Perpres tersebut ditandatangani Jokowi dan undangkan oleh Menteri Hukum dan HAM Yasonna Laoly di tanggal yang sama yakni 11 Februari 2021. Dalam undang-undang tersebut mengatur soal posisi Jaksa Agung Muda Bidang Pidana Militer.
Kepala Pusat Penerangan dan Hukum Kejaksaan Agung (Kejagung) Leonard Eben Ezer membenarkan Perpres tersebut.
"Betul itu sudah dikeluarkan dan di tandatangani oleh presiden.

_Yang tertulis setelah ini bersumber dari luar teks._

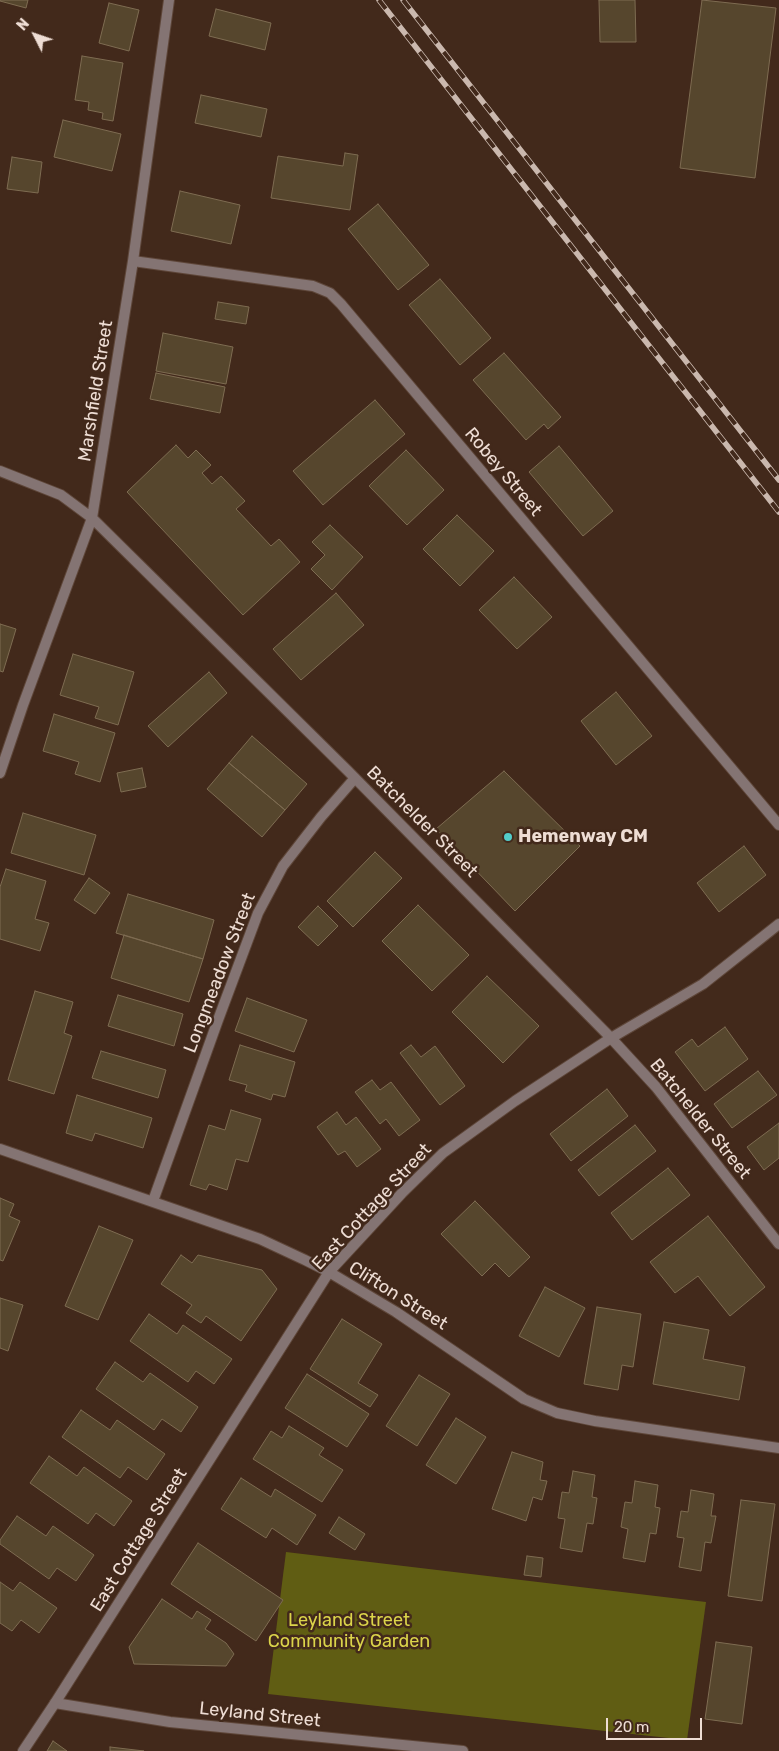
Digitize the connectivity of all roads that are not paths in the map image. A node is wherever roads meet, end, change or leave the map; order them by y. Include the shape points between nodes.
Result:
1 (169, 0) edge
2 (133, 261) junction
3 (0, 471) edge
4 (92, 518) junction
5 (0, 773) edge
6 (355, 778) junction
7 (779, 825) edge
8 (779, 924) edge
9 (611, 1038) junction
10 (0, 1149) edge
11 (153, 1201) junction
12 (779, 1244) edge
13 (329, 1272) junction
14 (779, 1448) edge
15 (55, 1702) junction
16 (23, 1751) edge
17 (463, 1751) edge

1 - 2 street, Marshfield Street
2 - 4 street, Marshfield Street
2 - 7 street, Robey Street via 313,286 330,293
3 - 4 street, Batchelder Street via 60,495
4 - 5 street, Marshfield Street
4 - 6 street, Batchelder Street
6 - 9 street, Batchelder Street
6 - 11 street, Longmeadow Street via 283,866 258,913
8 - 9 street, East Cottage Street via 703,984
9 - 12 street, Batchelder Street via 656,1086
9 - 13 street, East Cottage Street via 443,1153
10 - 11 street, Clifton Street
11 - 13 street, Clifton Street via 260,1239
13 - 14 street, Clifton Street via 396,1312 524,1399 557,1413
13 - 15 street, East Cottage Street
15 - 16 street, East Cottage Street
15 - 17 street, Leyland Street via 170,1722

Kita tinggal bagaimana perkembangan selanjutnya untuk pelaksanaan," ujar Leonard saat dikonfirmasi wartawan, Jumat (19/2/2021).
Di dalam Pasal 5 Pepres tersebut dijelaskan bahwa organisasi Kejaksaan Agung yang terdiri dari Jaksa Agung, Wakil Jaksa Agung, Jaksa Agung Muda Bidang Pembinaan, Jaksa Agung Muda Bidang Intelijen, Jaksa Agung Muda Bidang Tindak Pidana Umum, Jaksa Agung Muda Bidang Tindak Pidana Khusus, Jaksa Agung Muda Bidang Perdata dan Tata Usaha Negara, Jaksa Agung Muda Bidang Pidana Militer, Jaksa Agung Muda Bidang Pengawasan, Badan Pendidikan dan Pelatihan, Staf Ahli dan Pusat.

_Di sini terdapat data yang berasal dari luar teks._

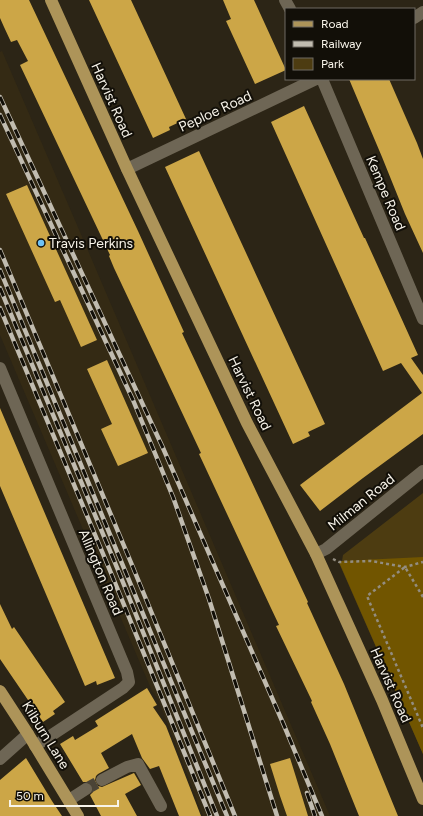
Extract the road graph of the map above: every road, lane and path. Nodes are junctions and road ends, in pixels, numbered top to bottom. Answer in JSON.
{"nodes":[{"id":1,"x":51,"y":0,"type":"edge"},
{"id":2,"x":314,"y":80,"type":"edge"},
{"id":3,"x":322,"y":80,"type":"edge"},
{"id":4,"x":127,"y":169,"type":"junction"},
{"id":5,"x":423,"y":319,"type":"edge"},
{"id":6,"x":0,"y":368,"type":"edge"},
{"id":7,"x":423,"y":471,"type":"edge"},
{"id":8,"x":316,"y":554,"type":"junction"},
{"id":9,"x":331,"y":558,"type":"dead end"},
{"id":10,"x":423,"y":562,"type":"edge"},
{"id":11,"x":405,"y":567,"type":"junction"},
{"id":12,"x":423,"y":597,"type":"edge"},
{"id":13,"x":0,"y":691,"type":"edge"},
{"id":14,"x":423,"y":728,"type":"edge"},
{"id":15,"x":28,"y":734,"type":"junction"},
{"id":16,"x":35,"y":746,"type":"junction"},
{"id":17,"x":0,"y":759,"type":"edge"},
{"id":18,"x":102,"y":780,"type":"tunnel mouth"},
{"id":19,"x":86,"y":789,"type":"tunnel mouth"},
{"id":20,"x":423,"y":799,"type":"edge"},
{"id":21,"x":68,"y":800,"type":"junction"},
{"id":22,"x":161,"y":806,"type":"dead end"},
{"id":23,"x":78,"y":816,"type":"edge"}],
"edges":[{"from":1,"to":4,"type":"main road","name":"Harvist Road"},
{"from":2,"to":4,"type":"street","name":"Peploe Road"},
{"from":3,"to":5,"type":"street","name":"Kempe Road"},
{"from":4,"to":8,"type":"main road","name":"Harvist Road"},
{"from":6,"to":16,"type":"street","name":"Allington Road"},
{"from":7,"to":8,"type":"street","name":"Milman Road"},
{"from":8,"to":20,"type":"main road","name":"Harvist Road"},
{"from":9,"to":11,"type":"path"},
{"from":10,"to":11,"type":"path"},
{"from":11,"to":12,"type":"path"},
{"from":11,"to":14,"type":"path"},
{"from":13,"to":15,"type":"main road","name":"Kilburn Lane"},
{"from":15,"to":16,"type":"main road","name":"Kilburn Lane"},
{"from":15,"to":17,"type":"street"},
{"from":16,"to":21,"type":"main road","name":"Kilburn Lane"},
{"from":18,"to":22,"type":"street"},
{"from":19,"to":21,"type":"street"},
{"from":21,"to":23,"type":"main road","name":"Kilburn Lane"}]}
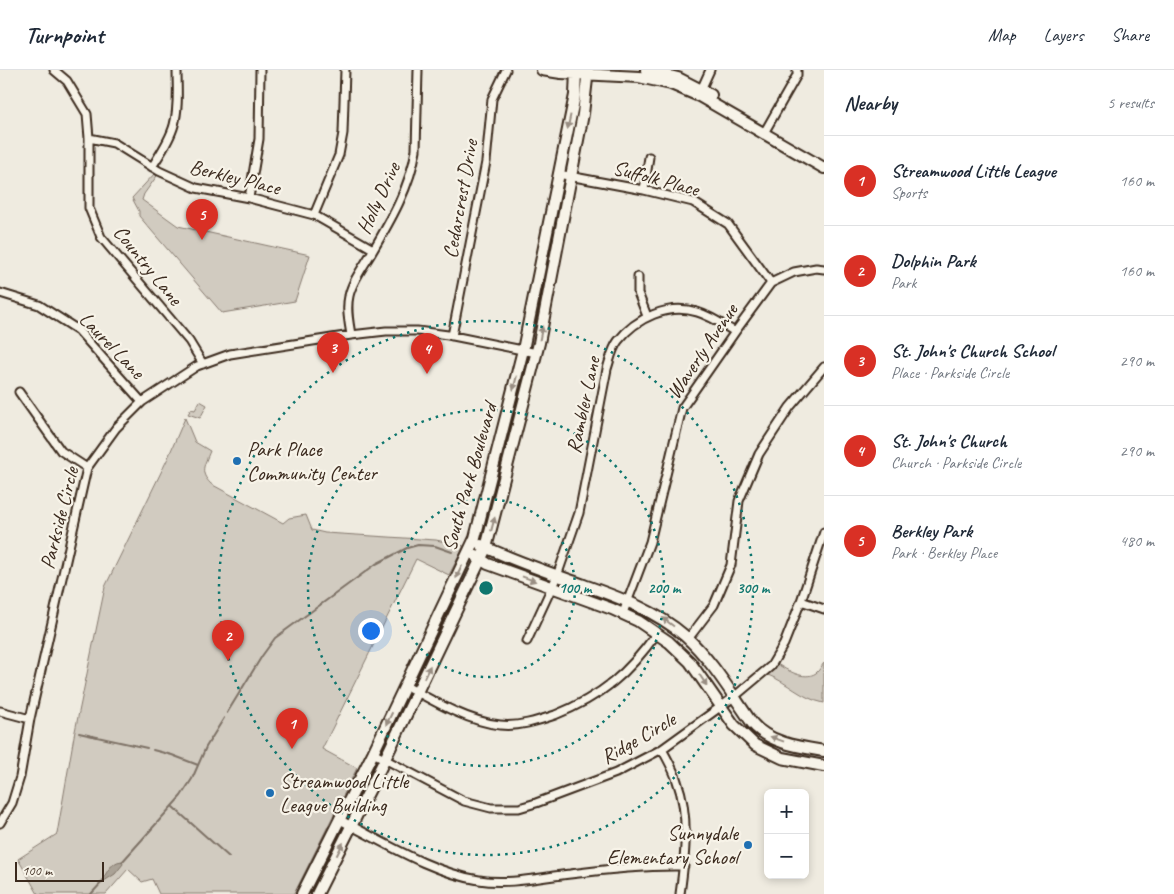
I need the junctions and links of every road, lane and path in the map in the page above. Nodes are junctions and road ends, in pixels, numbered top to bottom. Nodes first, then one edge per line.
1 (54, 70) edge
2 (177, 70) edge
3 (260, 70) edge
4 (345, 70) edge
5 (418, 70) edge
6 (506, 70) edge
7 (542, 70) edge
8 (646, 70) edge
9 (710, 70) edge
10 (797, 70) edge
11 (576, 72) edge
12 (588, 72) edge
13 (700, 92) junction
14 (765, 130) junction
15 (89, 138) junction
16 (649, 157) dead end
17 (824, 160) edge
18 (152, 167) junction
19 (824, 168) edge
20 (558, 174) junction
21 (572, 176) junction
22 (644, 190) junction
23 (249, 198) junction
24 (314, 215) junction
25 (373, 249) junction
26 (824, 269) edge
27 (638, 276) dead end
28 (771, 283) junction
29 (0, 294) edge
30 (647, 316) junction
31 (735, 332) junction
32 (351, 335) junction
33 (452, 336) junction
34 (523, 350) junction
35 (537, 353) junction
36 (203, 364) junction
37 (824, 367) edge
38 (19, 392) dead end
39 (142, 402) junction
40 (87, 468) junction
41 (824, 532) edge
42 (472, 546) junction
43 (486, 548) junction
44 (481, 560) junction
45 (557, 576) junction
46 (552, 587) junction
47 (628, 601) junction
48 (801, 601) junction
49 (824, 609) edge
50 (623, 613) junction
51 (657, 633) junction
52 (688, 639) junction
53 (527, 641) dead end
54 (406, 686) junction
55 (417, 692) junction
56 (734, 697) junction
57 (720, 706) junction
58 (0, 711) edge
59 (30, 719) junction
60 (662, 749) junction
61 (824, 751) edge
62 (373, 753) junction
63 (385, 759) junction
64 (824, 766) edge
65 (340, 820) junction
66 (0, 823) edge
67 (351, 826) junction
68 (684, 866) junction
69 (304, 891) edge
70 (318, 894) edge
71 (680, 894) edge

1 - 15 street, Country Lane
2 - 18 street
3 - 23 street
4 - 24 street
5 - 25 street, Holly Drive
6 - 33 street, Cedarcrest Drive
7 - 11 street
8 - 13 street
9 - 13 street
10 - 14 street
11 - 12 street
11 -> 20 street, South Park Boulevard
12 - 13 street
12 - 21 street, South Park Boulevard
13 - 14 street
14 - 17 street
14 - 19 street
15 - 18 street, Berkley Place
15 - 36 street, Country Lane
16 - 22 street
18 - 23 street, Berkley Place
20 - 21 street, Suffolk Place
20 - 34 street, South Park Boulevard
21 - 22 street, Suffolk Place
35 -> 21 street, South Park Boulevard
22 - 28 street, Suffolk Place
23 - 24 street, Berkley Place
24 - 25 street, Berkley Place
25 - 32 street, Holly Drive
26 - 28 street, Waverly Avenue
27 - 30 street
28 - 31 street, Waverly Avenue
29 - 39 street, Laurel Lane
30 - 31 street, Rambler Lane
30 - 45 street, Rambler Lane
31 - 47 street, Waverly Avenue
32 - 33 street, Parkside Circle
32 - 36 street, Parkside Circle
33 - 34 street, Parkside Circle
34 - 35 street, Parkside Circle
34 -> 42 street, South Park Boulevard
43 -> 35 street, South Park Boulevard
36 - 39 street, Parkside Circle
37 - 52 street
38 - 40 street
39 - 40 street, Parkside Circle
40 - 59 street, Parkside Circle
41 - 48 street, Ridge Circle
42 - 43 street
42 - 44 street
42 -> 54 street, South Park Boulevard
43 - 44 street, South Park Boulevard
43 - 45 street
44 -> 46 street
55 -> 44 street, South Park Boulevard
45 - 46 street, Rambler Lane
45 - 47 street
46 - 50 street
46 - 53 street, Rambler Lane
47 - 50 street, Waverly Avenue
52 -> 47 street
48 - 49 street
48 - 56 street, Ridge Circle
50 - 51 street
51 - 55 street
51 -> 57 street
52 - 56 street
54 - 55 street
54 -> 62 street, South Park Boulevard
55 - 63 street, South Park Boulevard
56 - 57 street, Ridge Circle
61 -> 56 street
57 - 60 street, Ridge Circle
57 - 64 street
58 - 59 street
59 - 66 street, Parkside Circle
60 - 63 street, Ridge Circle
60 - 68 street
62 - 63 street, Ridge Circle
62 - 65 street, South Park Boulevard
63 - 67 street, South Park Boulevard
65 - 67 street
65 - 69 street, South Park Boulevard
67 - 68 street
70 -> 67 street, South Park Boulevard
68 - 71 street
69 - 70 street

Selanjutnya, Pasal 25 A Perpres tersebut menjelaskan bahwa Jaksa Agung Muda Bidang Pidana Militer adalah unsur pembantu pimpinan dalam melaksanakan tugas dan wewenang Kejaksaan di bidang koordinasi teknis penuntutan yang dilakukan oleh oditurat dan penanganan perkara koneksitas serta bertanggung jawab kepada Jaksa Agung.
"Jaksa Agung Muda Bidang Pidana Militer mempunyai tugas dan wewenang melaksanakan tugas dan wewenang Kejaksaan di bidang koordinasi teknis penuntutan yang dilakukan oleh oditurat dan penanganan perkara koneksitas," bunyi Pasal 25 B poin 1 yang dikutip Suara.com, Jumat (19/2/2021).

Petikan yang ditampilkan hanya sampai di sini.